E, além do mais, não era para ele estar lá naquela noite, foi trabalhar como substituto
porque naquela manhã o outro vigia acabou sofrendo um acidente e foi hospitalizado. O nome
do outro vigia, o homem que deveria de fato estar vigiando o prédio naquela noite, era Onofre
Medeiros Silva. Fazendo uma busca pelo paradeiro dele acabei me deparando com o seu
obituário. No obituário dizia que ele era uma pessoa honesta que teve a vida encurtada por um
acidente de trânsito. Comparei as datas e ele morreu duas semanas após o suicídio de Carla
Claro. Procurei a família e ninguém se dispôs a me atender, não sei dizer se ele morreu em
decorrência do acidente anterior ou de novo acontecimento.
Para tornar a história mais tensa ainda, dois dias depois do nosso encontro Marcos, o
vigia que estava trabalhando no dia da morte da garota, morreu de causas naturais. Parecia
coincidência demais e todas as pontas soltas tiravam o meu sono.

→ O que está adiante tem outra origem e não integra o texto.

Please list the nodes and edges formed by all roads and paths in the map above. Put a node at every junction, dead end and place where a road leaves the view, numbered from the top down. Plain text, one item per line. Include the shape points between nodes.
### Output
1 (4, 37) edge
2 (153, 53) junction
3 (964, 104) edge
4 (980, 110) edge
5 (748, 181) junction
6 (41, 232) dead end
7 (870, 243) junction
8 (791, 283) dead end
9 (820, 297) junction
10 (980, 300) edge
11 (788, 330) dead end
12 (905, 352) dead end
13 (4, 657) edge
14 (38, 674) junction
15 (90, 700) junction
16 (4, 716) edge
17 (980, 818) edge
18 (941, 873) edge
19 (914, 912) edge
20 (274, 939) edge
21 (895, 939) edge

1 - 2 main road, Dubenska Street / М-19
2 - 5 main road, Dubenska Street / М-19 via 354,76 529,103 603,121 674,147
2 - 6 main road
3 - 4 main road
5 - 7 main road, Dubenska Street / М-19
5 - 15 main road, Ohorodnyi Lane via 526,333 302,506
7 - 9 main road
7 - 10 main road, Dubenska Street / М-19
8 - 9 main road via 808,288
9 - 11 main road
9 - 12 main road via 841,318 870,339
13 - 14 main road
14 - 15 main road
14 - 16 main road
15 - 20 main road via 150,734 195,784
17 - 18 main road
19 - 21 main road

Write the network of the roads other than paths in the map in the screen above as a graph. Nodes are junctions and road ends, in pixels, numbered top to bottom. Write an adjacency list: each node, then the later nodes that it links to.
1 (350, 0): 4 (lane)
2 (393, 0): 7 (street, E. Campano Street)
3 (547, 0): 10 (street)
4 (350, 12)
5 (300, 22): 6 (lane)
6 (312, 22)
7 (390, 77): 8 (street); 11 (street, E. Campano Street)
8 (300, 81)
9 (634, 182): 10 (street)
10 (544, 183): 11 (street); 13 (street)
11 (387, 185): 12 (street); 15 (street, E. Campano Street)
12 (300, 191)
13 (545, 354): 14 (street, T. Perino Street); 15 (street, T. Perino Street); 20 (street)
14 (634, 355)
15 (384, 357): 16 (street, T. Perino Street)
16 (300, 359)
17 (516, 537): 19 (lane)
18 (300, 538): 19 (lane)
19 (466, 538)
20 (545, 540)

Eu queria completar o quebra-cabeça, saber o que aconteceu. Pesquisei na internet
quem ou o quê seria Richard Ruan Quinanque. Está claro para mim que é uma pessoa ou frase
que pode me levar ao esclarecimento da morte de Carla Claro, mas não me deparei com nada
relevante.
Certo dia eu recebi um telefonema de número desconhecido, a voz estava modificada
por algum tipo de aparelho. A voz alterada era horrível, um grave que retumbava no ouvido e
causava calafrios. A pessoa disse que era o último aviso, que eu deveria deixar a matéria de
lado e seguir em frente na minha vida ou sofreria as consequências terríveis da minha
curiosidade.
Depois dessa ligação notei alguns chiados no meu celular e no meu telefone
residencial. Foi então que parei de usá-los e só acessava o computador para falar besteira ou
ler notícias distantes. Não falava desse caso em nenhum meio que pudesse ser interceptado,
dava até pistas falsas em conversas com amigos, dizendo que tinha perdido o trabalho de
semanas porque minhas pistas não haviam me levado a lugar algum. Meu objetivo era
despistar quem quer que fosse que estivesse me vigiando e continuar a escrever a matéria na
ponta da caneta.
Fui novamente atrás do meu informante na polícia. Maxwell é um rapaz confiável, ele
só passou a me dar informações sigilosas quando acreditou que eu tinha alguma pretensão de
justiça social com o meu jornalismo. Foi ele que me disse sobre você, falou que conhecia um
cara que vivia investigando de maneira independente os casos bizarros que aconteciam pela
cidade. Ninguém na polícia gosta de ti, mas ele particularmente acredita que você faz algo
para conter seja lá o que for que acontece por aí. Maxwell acredita realmente que você
enfrenta forças ocultas, por assim dizer, e mantém a cidade protegida do que a polícia não é
capaz.
E aqui estou eu, seguindo a última e desesperada pista que restou do caso Carla Claro.
Me sinto um pouco idiota apelando para alguém que é conhecido por ser um ocultista maluco,
mas não tenho muitas opções no momento e estou disposta a tudo pra chegar até o fim disso.